Richard Agar (born 20 January 1972) is an English professional rugby league coach who is the former head coach of the Leeds Rhinos in the Super League and a former professional rugby league footballer who played in the 1990s and 2000s.

He played at club level for the Dewsbury (Rams) (two spells), Featherstone Rovers (two spells), the Widnes Vikings and the Rochdale Hornets, and has coached at representative level for France, and at club level for the York City Knights, Hull F.C. (two spells, initially as Assistant Coach), the Wakefield Trinity Wildcats, and Warrington Wolves (First Team Coach c. 2014…2015).

==Background ==
Richard Agar's birth was registered in Pontefract district, West Riding of Yorkshire, England. He is the son of the rugby league footballer and coach; Allan Agar.

==Playing career==
Agar played for Featherstone Rovers, Dewsbury Rams and Widnes Vikings, where he played 16 games in 2001 and won a Northern Ford Premiership Grand Final winners medal, but he turned down the opportunity to play for Widnes Vikings in 2002's Super League VII.

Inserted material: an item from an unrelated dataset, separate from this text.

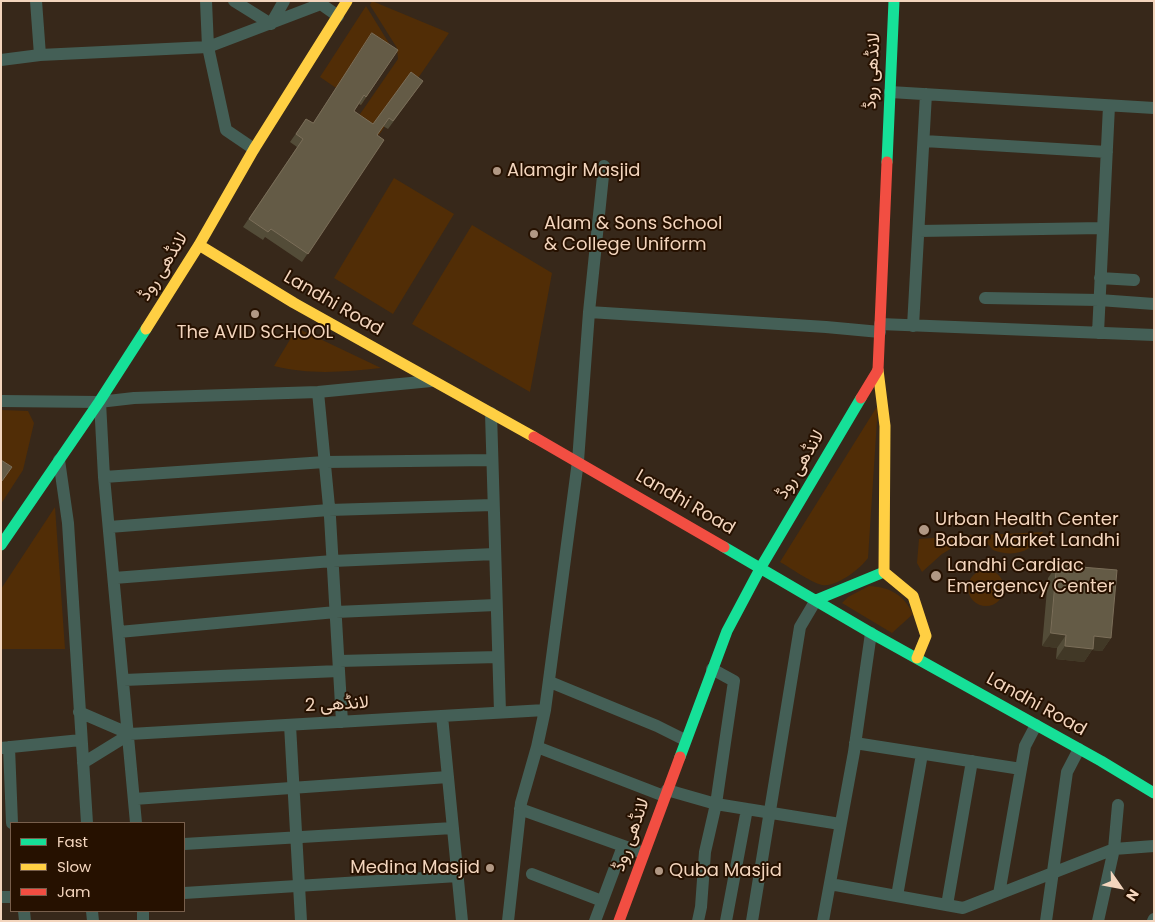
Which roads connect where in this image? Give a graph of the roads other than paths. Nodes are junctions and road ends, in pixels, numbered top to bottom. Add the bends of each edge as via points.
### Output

Agar made his début for Featherstone Rovers on Sunday 16 June 2002, and he played his last match for Featherstone Rovers during the 2003 season.

==Coaching career==
He spent four years as assistant coach at Hull F.C. under John Kear and Peter Sharp. In 2008 Hull F.C. appointed Richard Agar as their Head Coach following the departure of Sharp.

In September 2011 it was announced that Agar had signed a three-year deal with Wakefield Trinity Wildcats, and would become their head coach following the end of the 2011 season.

In February 2013, it was announced that Agar would coach France for the 2013 Rugby League World Cup. Agar coached France to the World Cup Quarter-Final

On 2 June 2014, Agar quit his job with Wakefield Trinity Wildcats with immediate effect and was replaced by his assistant James Webster.

On 10 June 2014, it was confirmed Agar would become first team coach of Warrington Wolves for the 2015 Super League season working alongside Tony Smith.

On 29 August 2016, Agar resigned as head coach of the French national team. It is believed he left because new Fédération Française de Rugby à XIII president Marc Palanques wanted a Frenchman to coach the national team.

On 17 October 2020, he coached Leeds in the 2020 Challenge Cup Final victory over Salford at Wembley Stadium.
In the 2021 Super League season, he guided Leeds to a fifth-placed finish on the table as the club qualified for the playoffs.

On 21 March 2022, Agar announced he would step down as Leeds head coach with immediate effect.

On 3 August 2022, Agar was announced as assistant coach for the New Zealand Warriors on a two-year deal commencing in 2023. He would join head coach Andrew Webster, his fellow Toa Samoa assistant coach and younger brother his former assistant James.